使用mb_convert_encoding函数是一个好习惯

This question is different from UTF-8 all the way through as it asks for how safe and is it a good practice to use the mb_convert_encoding function.

Lets say that a user can upload the files using the PHP API. Each filename and path gets stored in a PostgreSQL database table which has UTF-8 as default encoding.

Sometimes user uploads files which names aren't UTF-8 encoded and they get imported into the database. The problem is that the characters that are not UTF-8 encoded are scrambled and do not display as they should in the table columns.

I was thinking of adding the following to the PHP code before import:

if ( ! mb_check_encoding($output, 'UTF-8') {
    $output = mb_convert_encoding($content, 'UTF-8'); 
}

Does this look like a good practice and will it be displayed and converted by the user's client correctly if I return UTF-8 as the output? Is there a potential loss to the bytes by using mb_convert_encoding?

Thanks

If you're going to convert an encoding, you need to know what you're converting from. You can check whether the encoding is or isn't valid UTF-8, but if it tells you it's not valid UTF-8 then you still have no clue what it is. Omitting the $from_encoding parameter from mb_convert_encoding just makes it assume some preset encoding for that parameter, but that doesn't mean that $content actually is in that encoding.

In other words: if you don't know what encoding a string is in, you cannot meaningfully convert it to anything else either, and just trying to convert it from ¯\_(ツ)_/¯ is a crapshoot with the result being equally likely to be something useful and utter garbage.

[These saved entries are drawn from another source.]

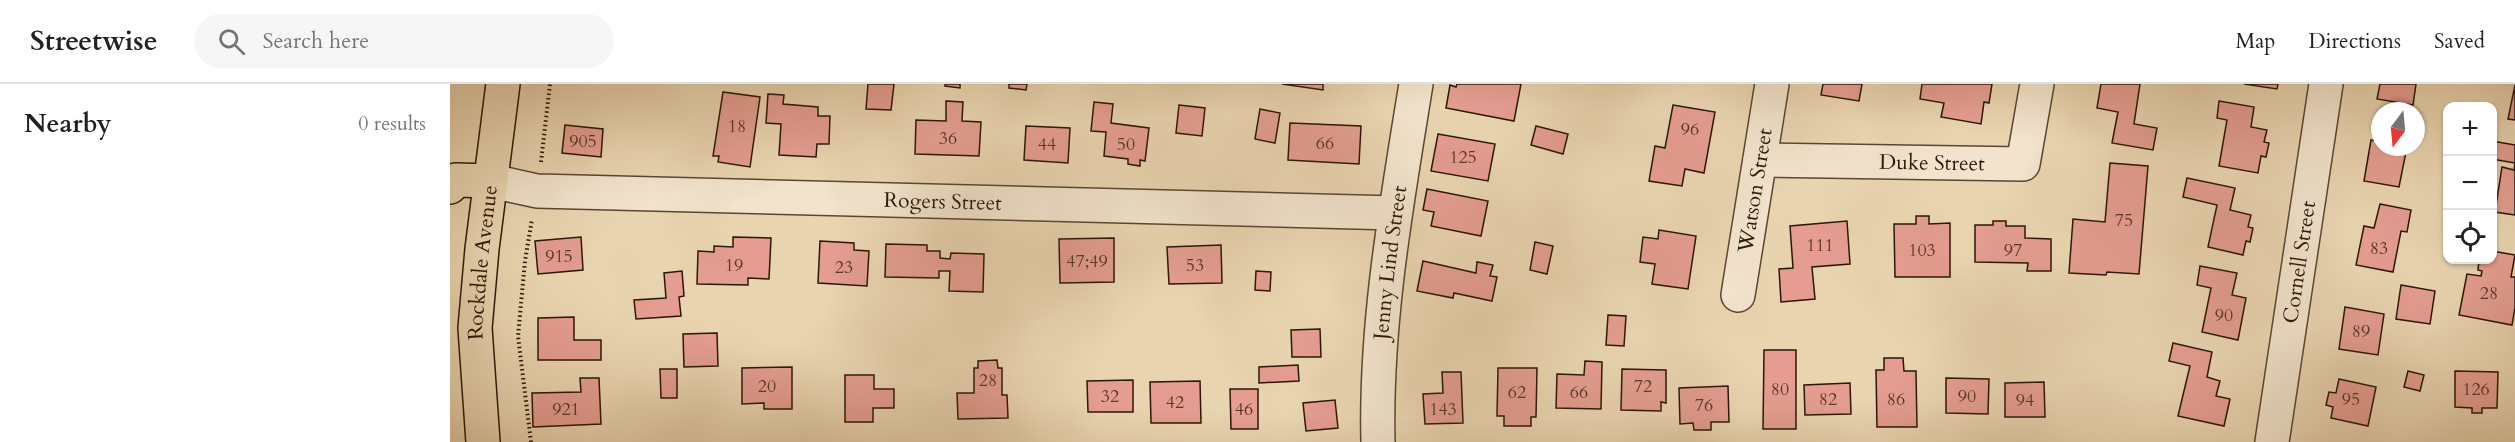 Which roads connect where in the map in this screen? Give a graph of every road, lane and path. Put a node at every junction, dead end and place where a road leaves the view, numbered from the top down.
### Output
1 (503, 84) edge
2 (550, 84) edge
3 (1416, 84) edge
4 (1772, 84) edge
5 (2037, 84) edge
6 (2326, 84) edge
7 (1760, 160) junction
8 (491, 182) junction
9 (450, 187) edge
10 (537, 191) junction
11 (1395, 213) junction
12 (1738, 294) dead end
13 (463, 340) edge
14 (483, 442) edge
15 (531, 442) edge
16 (1378, 442) edge
17 (2272, 442) edge

1 - 8 main road, Rockdale Avenue
2 - 10 path
3 - 11 street, Jenny Lind Street
4 - 7 street, Watson Street
5 - 7 street, Duke Street
6 - 17 street, Cornell Street
7 - 12 street, Watson Street
8 - 9 main road
8 - 10 street, Rogers Street
8 - 13 main road, Rockdale Avenue
10 - 11 street, Rogers Street
10 - 15 path
11 - 16 street, Jenny Lind Street
13 - 14 main road, Rockdale Avenue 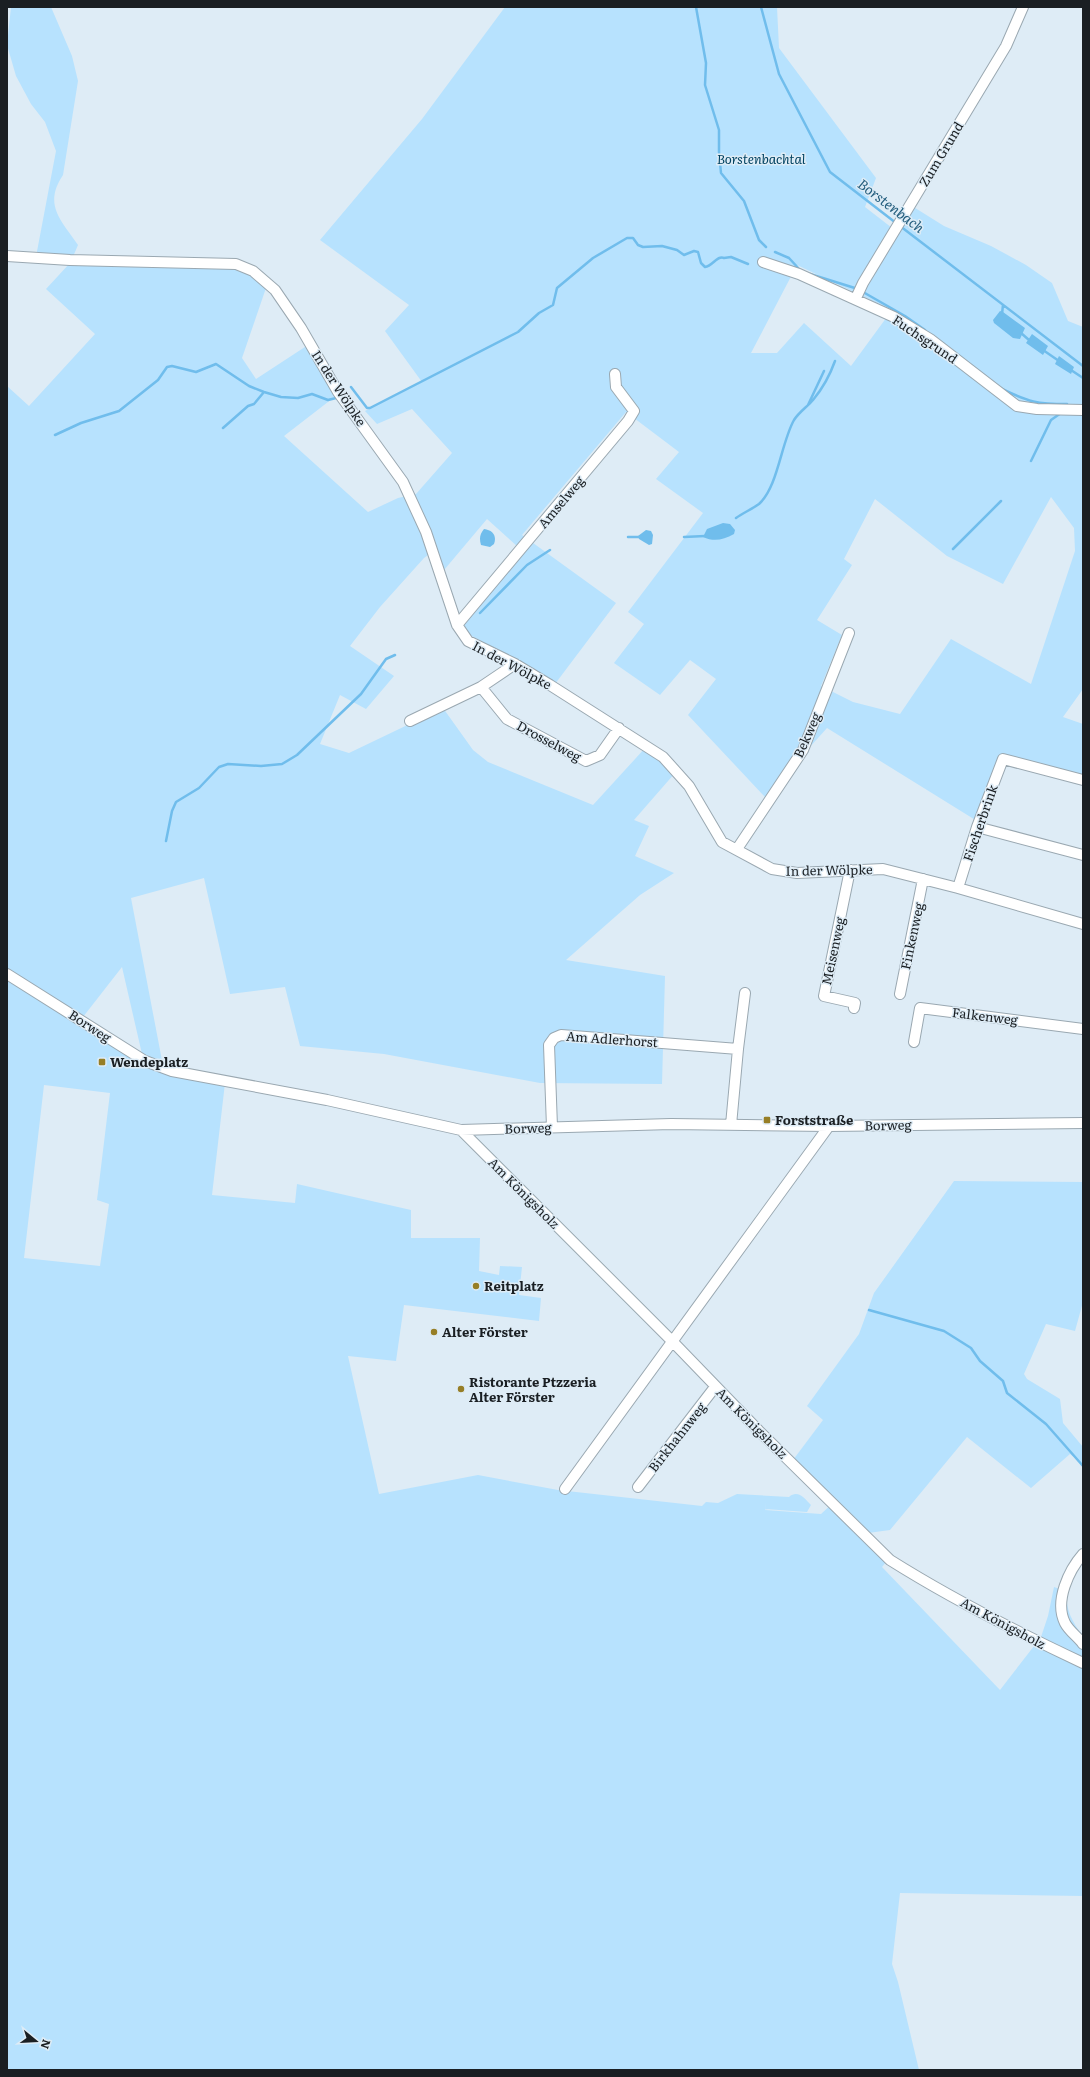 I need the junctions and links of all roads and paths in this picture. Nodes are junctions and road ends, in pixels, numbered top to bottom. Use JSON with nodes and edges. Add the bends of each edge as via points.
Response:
{"nodes":[{"id":1,"x":1023,"y":7,"type":"edge"},
{"id":2,"x":7,"y":256,"type":"edge"},
{"id":3,"x":763,"y":262,"type":"dead end"},
{"id":4,"x":857,"y":296,"type":"junction"},
{"id":5,"x":615,"y":374,"type":"dead end"},
{"id":6,"x":1083,"y":410,"type":"edge"},
{"id":7,"x":457,"y":625,"type":"junction"},
{"id":8,"x":849,"y":633,"type":"dead end"},
{"id":9,"x":515,"y":664,"type":"junction"},
{"id":10,"x":481,"y":687,"type":"junction"},
{"id":11,"x":410,"y":721,"type":"dead end"},
{"id":12,"x":619,"y":728,"type":"junction"},
{"id":13,"x":1083,"y":780,"type":"edge"},
{"id":14,"x":977,"y":827,"type":"junction"},
{"id":15,"x":737,"y":849,"type":"junction"},
{"id":16,"x":1083,"y":855,"type":"edge"},
{"id":17,"x":850,"y":870,"type":"junction"},
{"id":18,"x":923,"y":879,"type":"junction"},
{"id":19,"x":958,"y":888,"type":"junction"},
{"id":20,"x":1083,"y":924,"type":"edge"},
{"id":21,"x":7,"y":974,"type":"edge"},
{"id":22,"x":745,"y":993,"type":"dead end"},
{"id":23,"x":900,"y":994,"type":"dead end"},
{"id":24,"x":854,"y":1008,"type":"dead end"},
{"id":25,"x":1083,"y":1029,"type":"edge"},
{"id":26,"x":914,"y":1042,"type":"dead end"},
{"id":27,"x":738,"y":1049,"type":"junction"},
{"id":28,"x":1083,"y":1123,"type":"edge"},
{"id":29,"x":731,"y":1126,"type":"junction"},
{"id":30,"x":829,"y":1126,"type":"junction"},
{"id":31,"x":552,"y":1127,"type":"junction"},
{"id":32,"x":461,"y":1130,"type":"junction"},
{"id":33,"x":673,"y":1342,"type":"junction"},
{"id":34,"x":716,"y":1387,"type":"junction"},
{"id":35,"x":638,"y":1487,"type":"dead end"},
{"id":36,"x":565,"y":1489,"type":"dead end"},
{"id":37,"x":1083,"y":1554,"type":"edge"},
{"id":38,"x":1083,"y":1644,"type":"edge"},
{"id":39,"x":1083,"y":1663,"type":"edge"}],
"edges":[{"from":1,"to":4,"type":"street","name":"Zum Grund","via":[[1006,46]]},
{"from":2,"to":7,"type":"street","name":"In der Wölpke","via":[[236,264],[253,271],[275,290],[301,328],[338,392],[403,482],[426,532]]},
{"from":3,"to":4,"type":"street","name":"Fuchsgrund"},
{"from":4,"to":6,"type":"street","name":"Fuchsgrund","via":[[930,340],[1016,406],[1037,410]]},
{"from":5,"to":7,"type":"street","name":"Amselweg","via":[[616,386],[634,411],[628,421]]},
{"from":7,"to":9,"type":"street","name":"In der Wölpke","via":[[468,641]]},
{"from":8,"to":15,"type":"street","name":"Bekweg","via":[[803,750]]},
{"from":9,"to":10,"type":"street"},
{"from":9,"to":12,"type":"street","name":"In der Wölpke"},
{"from":10,"to":11,"type":"street"},
{"from":10,"to":12,"type":"street","name":"Drosselweg","via":[[507,719],[586,761],[600,755]]},
{"from":12,"to":15,"type":"street","name":"In der Wölpke","via":[[649,746],[676,769],[722,842]]},
{"from":13,"to":14,"type":"street","name":"Fischerbrink","via":[[1003,759]]},
{"from":14,"to":16,"type":"street"},
{"from":14,"to":19,"type":"street","name":"Fischerbrink"},
{"from":15,"to":17,"type":"street","name":"In der Wölpke","via":[[772,869],[781,871],[797,873]]},
{"from":17,"to":18,"type":"street","name":"In der Wölpke","via":[[883,869]]},
{"from":17,"to":24,"type":"street","name":"Meisenweg","via":[[824,996],[855,1003]]},
{"from":18,"to":19,"type":"street","name":"In der Wölpke"},
{"from":18,"to":23,"type":"street","name":"Finkenweg"},
{"from":19,"to":20,"type":"street","name":"In der Wölpke"},
{"from":21,"to":32,"type":"street","name":"Borweg","via":[[145,1061],[172,1071],[327,1100]]},
{"from":22,"to":27,"type":"street"},
{"from":25,"to":26,"type":"street","name":"Falkenweg","via":[[920,1008]]},
{"from":27,"to":29,"type":"street"},
{"from":27,"to":31,"type":"street","name":"Am Adlerhorst","via":[[561,1035],[554,1038],[549,1045]]},
{"from":28,"to":30,"type":"street","name":"Borweg"},
{"from":29,"to":30,"type":"street","name":"Borweg"},
{"from":29,"to":31,"type":"street","name":"Borweg","via":[[656,1124]]},
{"from":30,"to":33,"type":"street"},
{"from":31,"to":32,"type":"street","name":"Borweg"},
{"from":32,"to":33,"type":"street","name":"Am Königsholz"},
{"from":33,"to":34,"type":"street","name":"Am Königsholz"},
{"from":33,"to":36,"type":"street"},
{"from":34,"to":35,"type":"street","name":"Birkhahnweg"},
{"from":34,"to":39,"type":"street","name":"Am Königsholz","via":[[890,1560],[1041,1644]]},
{"from":37,"to":38,"type":"street","via":[[1065,1585],[1062,1611],[1064,1622]]}]}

If you encounter unknown encodings, you only have a few choices:

Reject the input value.
Test whether it's one of a handful of other expected encodings and then explicitly convert from your best guess; but that is pretty much a crapshoot as well.
Just use bin2hex or something similar on the value, essentially giving up on trying to interpret it correctly, but still leaving some semblance to the original value.